#### How to complete this task:
Read the listing and extract each line that includes the word "Write".

#### Exercise data:
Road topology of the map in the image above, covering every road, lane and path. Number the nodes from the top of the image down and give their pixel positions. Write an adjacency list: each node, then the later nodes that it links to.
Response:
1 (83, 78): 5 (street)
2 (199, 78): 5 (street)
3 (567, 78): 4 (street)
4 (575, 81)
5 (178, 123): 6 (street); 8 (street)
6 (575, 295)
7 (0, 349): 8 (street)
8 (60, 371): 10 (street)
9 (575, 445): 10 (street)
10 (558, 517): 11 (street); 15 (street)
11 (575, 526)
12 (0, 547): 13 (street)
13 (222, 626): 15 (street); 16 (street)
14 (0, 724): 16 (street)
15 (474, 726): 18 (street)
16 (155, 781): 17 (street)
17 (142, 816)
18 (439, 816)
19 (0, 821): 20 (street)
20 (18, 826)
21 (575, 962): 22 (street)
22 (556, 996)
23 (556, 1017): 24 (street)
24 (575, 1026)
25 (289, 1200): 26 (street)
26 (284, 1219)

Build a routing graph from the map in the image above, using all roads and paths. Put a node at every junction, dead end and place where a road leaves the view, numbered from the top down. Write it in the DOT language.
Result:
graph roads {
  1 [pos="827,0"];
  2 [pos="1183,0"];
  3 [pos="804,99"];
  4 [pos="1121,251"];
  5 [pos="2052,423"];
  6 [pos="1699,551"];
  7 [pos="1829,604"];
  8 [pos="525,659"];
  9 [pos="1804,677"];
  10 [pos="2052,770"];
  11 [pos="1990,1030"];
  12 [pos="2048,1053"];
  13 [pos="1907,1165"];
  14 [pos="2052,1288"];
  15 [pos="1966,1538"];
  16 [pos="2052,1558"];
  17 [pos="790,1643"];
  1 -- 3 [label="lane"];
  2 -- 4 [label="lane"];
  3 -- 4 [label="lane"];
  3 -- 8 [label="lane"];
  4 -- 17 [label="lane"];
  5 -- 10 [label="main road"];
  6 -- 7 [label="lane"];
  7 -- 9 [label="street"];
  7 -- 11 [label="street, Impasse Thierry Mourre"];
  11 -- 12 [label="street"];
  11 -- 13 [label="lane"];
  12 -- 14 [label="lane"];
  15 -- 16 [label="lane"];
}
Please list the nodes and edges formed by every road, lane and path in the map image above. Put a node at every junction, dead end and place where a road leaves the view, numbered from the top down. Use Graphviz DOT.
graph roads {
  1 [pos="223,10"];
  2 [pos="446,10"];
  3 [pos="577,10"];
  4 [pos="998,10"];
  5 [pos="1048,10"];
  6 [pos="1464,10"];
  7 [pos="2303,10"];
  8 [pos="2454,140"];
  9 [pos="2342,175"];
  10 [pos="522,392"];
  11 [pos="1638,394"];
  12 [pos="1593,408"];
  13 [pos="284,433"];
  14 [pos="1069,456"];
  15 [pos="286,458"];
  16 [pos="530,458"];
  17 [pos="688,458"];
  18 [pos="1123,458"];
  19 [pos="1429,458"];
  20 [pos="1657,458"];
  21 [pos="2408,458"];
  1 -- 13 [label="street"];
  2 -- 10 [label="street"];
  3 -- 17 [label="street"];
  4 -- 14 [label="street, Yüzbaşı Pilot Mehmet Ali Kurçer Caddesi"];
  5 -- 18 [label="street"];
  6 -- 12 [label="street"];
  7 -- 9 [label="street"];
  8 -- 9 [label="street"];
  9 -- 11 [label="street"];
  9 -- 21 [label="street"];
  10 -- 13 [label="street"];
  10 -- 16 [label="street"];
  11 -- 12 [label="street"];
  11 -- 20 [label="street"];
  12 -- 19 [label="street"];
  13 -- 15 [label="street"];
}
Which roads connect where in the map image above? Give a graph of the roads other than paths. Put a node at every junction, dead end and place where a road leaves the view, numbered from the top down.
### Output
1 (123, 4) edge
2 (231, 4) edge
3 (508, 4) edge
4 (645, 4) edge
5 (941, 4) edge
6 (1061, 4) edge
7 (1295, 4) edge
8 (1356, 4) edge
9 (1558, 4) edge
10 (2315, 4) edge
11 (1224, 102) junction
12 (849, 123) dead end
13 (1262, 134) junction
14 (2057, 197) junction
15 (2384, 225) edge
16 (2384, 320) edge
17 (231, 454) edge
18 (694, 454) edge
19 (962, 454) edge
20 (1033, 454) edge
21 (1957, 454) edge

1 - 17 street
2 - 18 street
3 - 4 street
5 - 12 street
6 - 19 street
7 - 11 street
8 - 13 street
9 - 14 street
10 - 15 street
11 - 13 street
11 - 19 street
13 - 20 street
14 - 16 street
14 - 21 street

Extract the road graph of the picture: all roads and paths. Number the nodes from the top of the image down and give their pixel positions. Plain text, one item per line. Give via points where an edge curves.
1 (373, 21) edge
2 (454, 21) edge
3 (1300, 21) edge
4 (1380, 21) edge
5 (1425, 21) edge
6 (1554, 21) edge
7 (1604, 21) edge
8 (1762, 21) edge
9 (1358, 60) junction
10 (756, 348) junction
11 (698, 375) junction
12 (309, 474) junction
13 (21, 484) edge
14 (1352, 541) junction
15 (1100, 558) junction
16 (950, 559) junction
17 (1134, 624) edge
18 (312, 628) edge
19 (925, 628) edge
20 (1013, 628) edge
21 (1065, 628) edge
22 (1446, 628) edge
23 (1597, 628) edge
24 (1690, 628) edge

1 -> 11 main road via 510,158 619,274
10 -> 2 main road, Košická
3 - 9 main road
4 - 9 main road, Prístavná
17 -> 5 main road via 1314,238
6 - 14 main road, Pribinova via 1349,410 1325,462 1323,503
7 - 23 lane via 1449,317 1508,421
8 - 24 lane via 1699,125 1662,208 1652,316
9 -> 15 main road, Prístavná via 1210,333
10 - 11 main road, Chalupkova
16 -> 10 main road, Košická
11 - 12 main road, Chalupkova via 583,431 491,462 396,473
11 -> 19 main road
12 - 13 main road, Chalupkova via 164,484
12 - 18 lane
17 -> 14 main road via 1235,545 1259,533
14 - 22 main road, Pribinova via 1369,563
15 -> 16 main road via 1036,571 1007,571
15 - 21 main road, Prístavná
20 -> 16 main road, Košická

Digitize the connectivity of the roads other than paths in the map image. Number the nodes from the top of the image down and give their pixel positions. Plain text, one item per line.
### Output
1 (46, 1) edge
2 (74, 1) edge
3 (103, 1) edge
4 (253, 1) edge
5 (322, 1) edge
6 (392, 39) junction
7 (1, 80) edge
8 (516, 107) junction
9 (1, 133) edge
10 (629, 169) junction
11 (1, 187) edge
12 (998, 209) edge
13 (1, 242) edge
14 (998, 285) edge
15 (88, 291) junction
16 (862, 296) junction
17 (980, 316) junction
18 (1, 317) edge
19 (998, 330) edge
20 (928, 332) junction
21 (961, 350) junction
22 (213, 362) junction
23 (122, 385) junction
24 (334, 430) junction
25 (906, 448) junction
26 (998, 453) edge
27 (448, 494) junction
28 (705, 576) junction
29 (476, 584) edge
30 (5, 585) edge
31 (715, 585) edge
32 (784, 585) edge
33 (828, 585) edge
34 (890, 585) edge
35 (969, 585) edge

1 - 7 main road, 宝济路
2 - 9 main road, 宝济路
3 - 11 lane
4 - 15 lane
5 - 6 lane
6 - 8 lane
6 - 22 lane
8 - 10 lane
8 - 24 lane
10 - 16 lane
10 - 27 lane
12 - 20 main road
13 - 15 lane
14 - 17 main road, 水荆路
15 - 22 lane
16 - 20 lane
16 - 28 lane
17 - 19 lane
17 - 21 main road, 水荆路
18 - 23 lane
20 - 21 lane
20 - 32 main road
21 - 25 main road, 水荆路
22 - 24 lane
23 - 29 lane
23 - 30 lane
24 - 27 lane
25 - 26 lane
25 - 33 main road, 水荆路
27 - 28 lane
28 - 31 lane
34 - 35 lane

#### Solved problem:
Road topology of the map in the image above, covering every road, lane and path. Number the nodes from the top of the image down and give their pixel positions. Write an adjacency list: each node, then the later nodes that it links to.
Build a routing graph from the map in the image above, using all roads and paths. Put a node at every junction, dead end and place where a road leaves the view, numbered from the top down. Write it in the DOT language.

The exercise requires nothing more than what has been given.